Methodology of OpenDataMonitor
Contents
- Terms and definition
- Methodology
- Quality metrics
- Quantity metrics
- Data download
- Quality assurance
- Reporting issues
- Harvest my catalogue
- Known issues
- Contact details
Terms and definition
- Licence: A licence specifies what can and cannot be done with a piece of work. It grants permissions and states restrictions. An open licence is one which grants permission to access, reuse and redistribute a work with few or no restrictions. An open licence is the most fundamental requirement for open data.
- Format: A format is a pre-established layout for data. Data can be stored in structured or unstructured format. Data is machine readable if it is in a format that can be easily read and parsed by a computer. The list of machine readable formats we have defined for OpenDataMonitor can be accessed in the ODM github.
- Distribution: A distribution of a certain data set represents a specific available form of that data set. Each data set might be available in different forms, and these forms might represent different formats of the data set or different endpoints. For example, distributions could include a downloadable CSV file, an API or RSS feed.
- Metadata: Metadata is data that describes and gives information about other data. It makes the data easy to be retrieved, use and managed. Metadata of open data should at least contain these information: licence, author, organisation, date released and date updated.
- Official catalogue: A catalogue or data portal which is administered and/or authorised by a government body (territorial jurisdiction or agency).
- Unique publishers: These are data publishing organisations that are separate entities.
- Software platform: Software or platforms that are used to deploy open data portals and catalogues. There are both open source and commercial platforms to streamline data publishing, sharing, management, analysis and reusing.
- Category: Policy field used to categorise the dataset. Categories are represented as metadata and include policy fields like Agriculture, Economy, Environment, Transportation and more.
- Overall quality score: This term is created by OpenDataMonitor with the purpose of ranking and sorting countries and catalogues. And it 's defined as the average of the most relevant metrics such as open licenses, machine readable, availability and metadata completeness.
- Harvested catalogues: Data catalogues identified by the OpenDataMonitor in order to provide to the end users a high level of aggregation and analysis. After harvesting all the datasets, a thorough harmonization process is executed in order to clean the data before further analytics. The harvested catalogue can be found here.
- Pending catalogues: Data catalogues identified by the OpenDataMonitor and waiting in the queue to be harvested by the technical team. The pending catalogues are also attributed with the ability of harvesting. The pending to be harvested catalogues can be found here.

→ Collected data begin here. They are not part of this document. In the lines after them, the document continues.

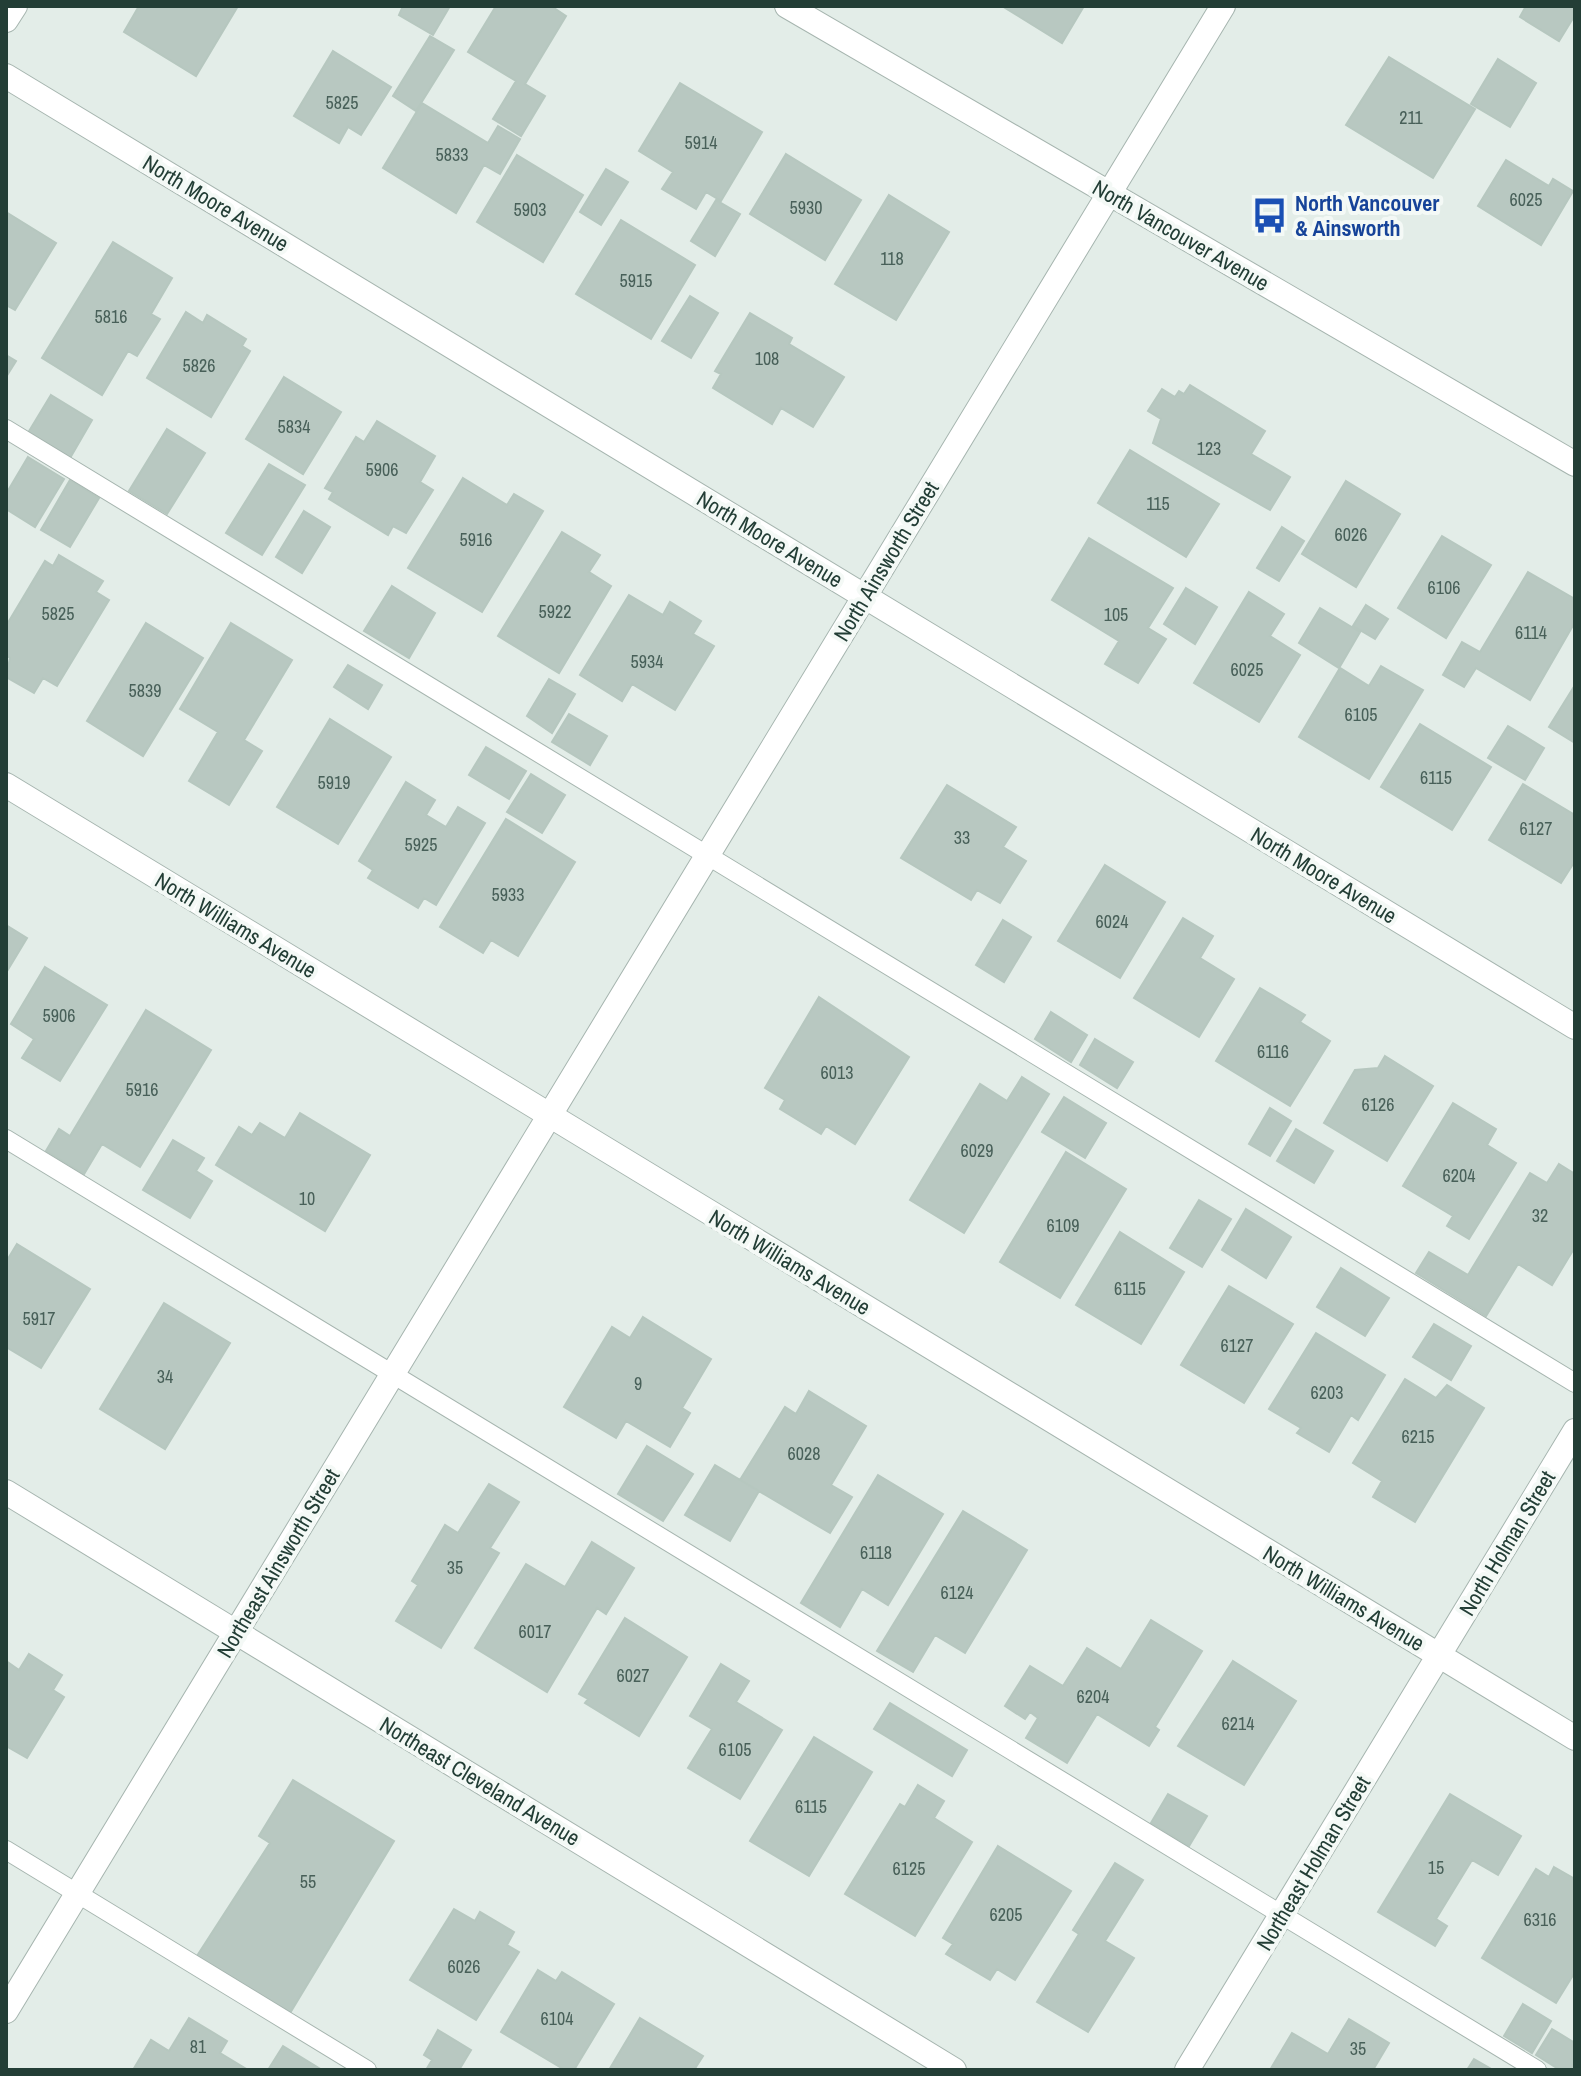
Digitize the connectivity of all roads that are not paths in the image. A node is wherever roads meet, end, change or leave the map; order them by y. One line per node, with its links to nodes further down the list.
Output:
1 (15, 6): 4 (street)
2 (787, 6): 6 (street, North Vancouver Avenue)
3 (1223, 6): 6 (street, North Ainsworth Street)
4 (6, 20)
5 (6, 76): 9 (street, North Moore Avenue)
6 (1109, 193): 8 (street, North Vancouver Avenue); 9 (street, North Ainsworth Street)
7 (6, 429): 11 (lane)
8 (1575, 464)
9 (864, 597): 11 (street, North Ainsworth Street); 12 (street, North Moore Avenue)
10 (6, 785): 13 (street, North Williams Avenue)
11 (707, 856): 13 (street, North Ainsworth Street); 16 (lane)
12 (1575, 1027)
13 (549, 1115): 15 (street, Northeast Ainsworth Street); 20 (street, North Williams Avenue)
14 (6, 1139): 15 (lane)
15 (393, 1372): 19 (street, Northeast Ainsworth Street); 24 (lane)
16 (1575, 1383)
17 (1575, 1431): 20 (street, North Holman Street)
18 (6, 1492): 19 (street, Northeast Cleveland Avenue)
19 (236, 1631): 23 (street, Northeast Ainsworth Street); 27 (street, Northeast Cleveland Avenue)
20 (1439, 1656): 21 (street, North Williams Avenue); 24 (street, Northeast Holman Street)
21 (1575, 1738)
22 (6, 1850): 23 (lane)
23 (78, 1893): 25 (street, Northeast Ainsworth Street); 26 (lane)
24 (1281, 1916): 28 (street, Northeast Holman Street); 29 (lane)
25 (6, 2011)
26 (367, 2070)
27 (954, 2070)
28 (1187, 2070)
29 (1537, 2070)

- Unable to harvest catalogues: In the process of harvesting data catalogues identified, there were some specific ones which were not able to be harvested for various reasons. These reasons are been documented by the OpenDataMonitor and presented at the Advanced Search interface. Find the list of "Unable to harvest" catalogues here.
- Other sources: Open data identified during the collection process of the project and assigned as other sources. These sources include potential open data in various categories with not necessary the ability to be harvested.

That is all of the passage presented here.